Charles Edwin Anson Markham
(April 23, 1852 - March 7, 1940) was an American poet. 








                                                                                                 The Man with the Hoe 

                                                                Bowed by the weight of centuries he leans 
                                                                Upon his hoe and gazes on the ground, 
                                                                The emptiness of ages in his face, 
                                                                And on his back the burden of the world. 
                                                                Who made him dead to rapture and despair, 
                                                                A thing that grieves not and that never hopes. 
                                                                Stolid and stunned, a brother to the ox? 
                                                                Who loosened and let down this brutal jaw? 
                                                                Whose was the hand that slanted back this brow? 
                                                                Whose breath blew out the light within this brain? 
                                                                Is this the Thing the Lord God made and gave 
                                                                To have dominion over sea and land; 
                                                                To trace the stars and search the heavens for power; 
                                                                To feel the passion of Eternity
                                                                Is this the Dream He dreamed who shaped the suns 
                                                                And marked their ways upon the ancient deep? 
                                                                Down all the stretch of Hell to its last gulf 
                                                                There is no shape more terrible than this — 
                                                                More tongued with censure of the world's blind greed — 
                                                                More filled with signs and portents for the soul — 
                                                                More fraught with menace to the universe. 
                                                                What gulfs between him and the seraphim
                                                                Slave of the wheel of labor, what to him 
                                                                Are Plato and the swing of Pleiades? 
                                                                What the long reaches of the peaks of song, 
                                                                The rift of dawn, the reddening of the rose? 
                                                                Through this dread shape the suffering ages look; 
                                                                Time's tragedy is in the aching stoop; 
                                                                Through this dread shape humanity betrayed, 
                                                                Plundered, profaned, and disinherited, 
                                                                Cries protest to the Powers that made the world. 
                                                                A protest that is also a prophecy. 
                                                                O masters, lords and rulers in all lands, 
                                                                Is this the handiwork you give to God, 
                                                                This monstrous thing distorted and soul-quenched? 

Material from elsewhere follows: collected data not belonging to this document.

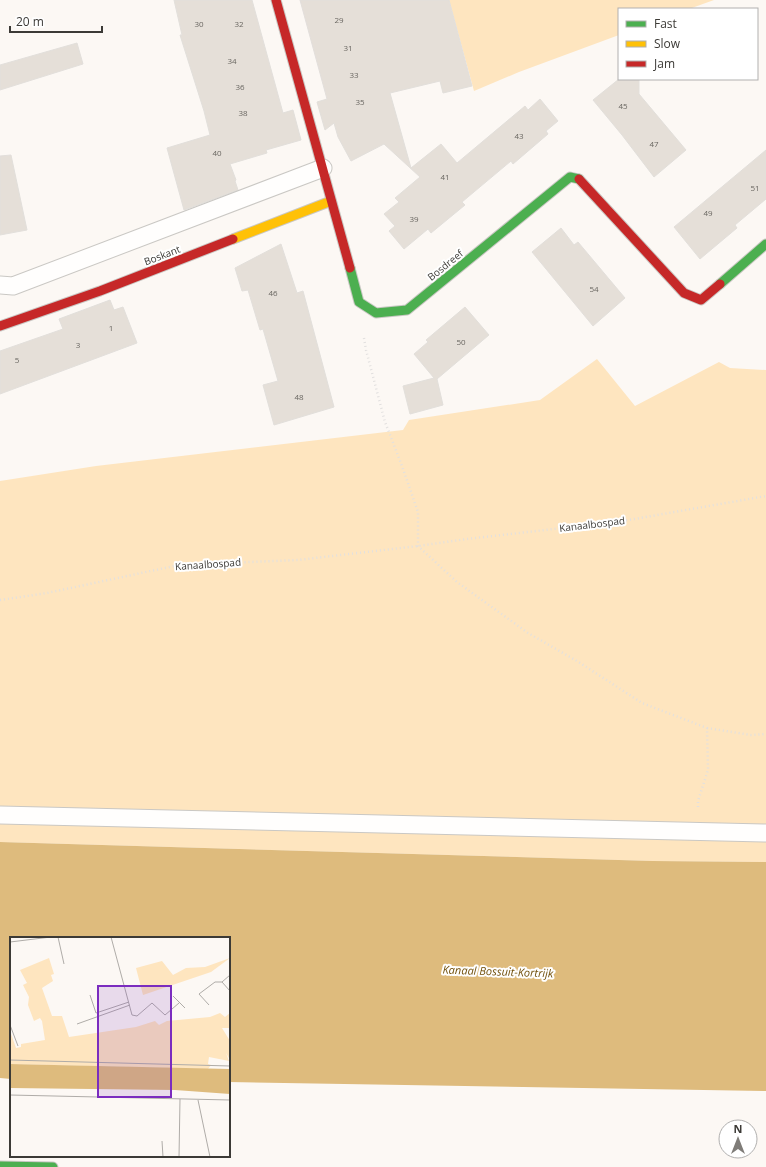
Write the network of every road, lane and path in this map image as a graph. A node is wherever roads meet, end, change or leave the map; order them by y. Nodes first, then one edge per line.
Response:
1 (276, 0) edge
2 (323, 168) junction
3 (331, 201) junction
4 (766, 244) edge
5 (0, 285) edge
6 (359, 302) junction
7 (0, 326) edge
8 (766, 496) edge
9 (418, 546) junction
10 (0, 600) edge
11 (707, 728) junction
12 (766, 734) edge
13 (0, 815) edge
14 (701, 832) junction
15 (766, 833) edge
16 (0, 1166) edge
17 (53, 1167) edge

1 - 2 street
2 - 3 street
2 - 5 lane
3 - 6 street
3 - 7 street, Boskant
4 - 6 street, Bosdreef
6 - 9 path
8 - 9 path, Kanaalbospad
9 - 10 path, Kanaalbospad
9 - 11 path
11 - 12 path
11 - 14 path
13 - 14 lane
14 - 15 lane
16 - 17 street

                                                                How will you ever straighten up this shape; 
                                                                Touch it again with immortality; 
                                                                Give back the upward looking and the light; 
                                                                Rebuild in it the music and the dream, 
                                                                Make right the immemorial infamies, 
                                                                Perfidious wrongs, immedicable woes? 

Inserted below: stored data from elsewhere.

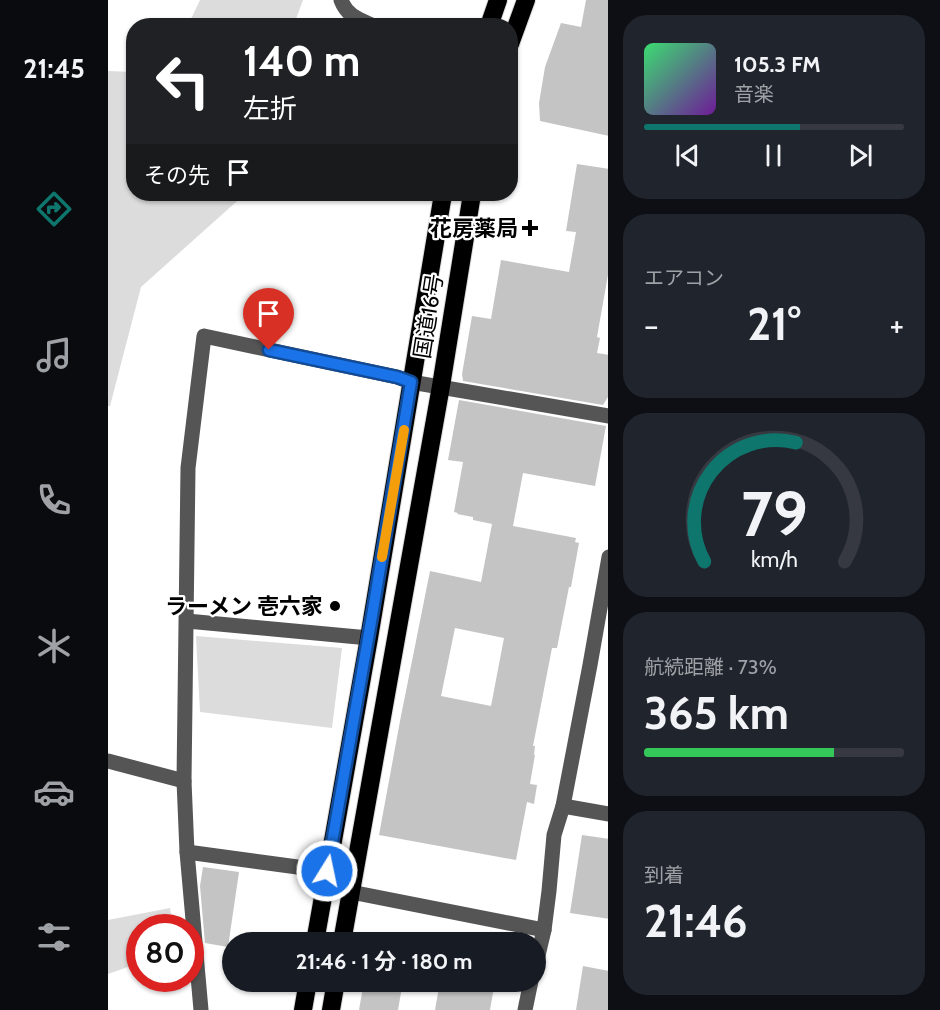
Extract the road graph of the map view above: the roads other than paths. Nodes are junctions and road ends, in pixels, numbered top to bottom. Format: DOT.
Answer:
graph roads {
  1 [pos="340,0"];
  2 [pos="498,0"];
  3 [pos="526,0"];
  4 [pos="355,18"];
  5 [pos="492,18"];
  6 [pos="518,22"];
  7 [pos="442,201"];
  8 [pos="471,201"];
  9 [pos="411,382"];
  10 [pos="441,386"];
  11 [pos="608,416"];
  12 [pos="608,563"];
  13 [pos="187,621"];
  14 [pos="369,638"];
  15 [pos="108,761"];
  16 [pos="184,781"];
  17 [pos="563,806"];
  18 [pos="608,814"];
  19 [pos="187,852"];
  20 [pos="327,871"];
  21 [pos="351,892"];
  22 [pos="544,930"];
  23 [pos="317,932"];
  24 [pos="344,932"];
  25 [pos="306,992"];
  26 [pos="334,992"];
  27 [pos="529,992"];
  28 [pos="201,1010"];
  29 [pos="303,1010"];
  30 [pos="331,1010"];
  31 [pos="525,1010"];
  1 -- 4 [label="street"];
  2 -- 5 [label="highway"];
  3 -- 6 [label="highway"];
  7 -- 9 [label="highway, 国道16号"];
  8 -- 10 [label="highway, 国道16号"];
  9 -- 10 [label="street"];
  9 -- 13 [label="street"];
  9 -- 14 [label="highway, 国道16号"];
  10 -- 11 [label="street"];
  10 -- 21 [label="highway, 国道16号"];
  12 -- 17 [label="street"];
  13 -- 14 [label="street"];
  13 -- 16 [label="street"];
  14 -- 20 [label="highway, 国道16号"];
  15 -- 16 [label="street"];
  16 -- 19 [label="street"];
  17 -- 18 [label="street"];
  17 -- 22 [label="street"];
  19 -- 20 [label="street"];
  19 -- 28 [label="street"];
  20 -- 23 [label="highway, 国道16号"];
  21 -- 22 [label="street"];
  21 -- 24 [label="highway, 国道16号"];
  25 -- 29 [label="highway"];
  26 -- 30 [label="highway"];
  27 -- 31 [label="street"];
}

                                                                O masters, lords and rulers in all lands 
                                                                How will the Future reckon with this Man? 
                                                                How answer his brute question in that hour 
                                                                When whirlwinds of rebellion shake all shores? 
                                                                How will it be with kingdoms and with kings — 
                                                                With those who shaped him to the thing he is — 
                                                                When this dumb Terror shall rise to judge the world. 
                                                                After the silence of the centuries?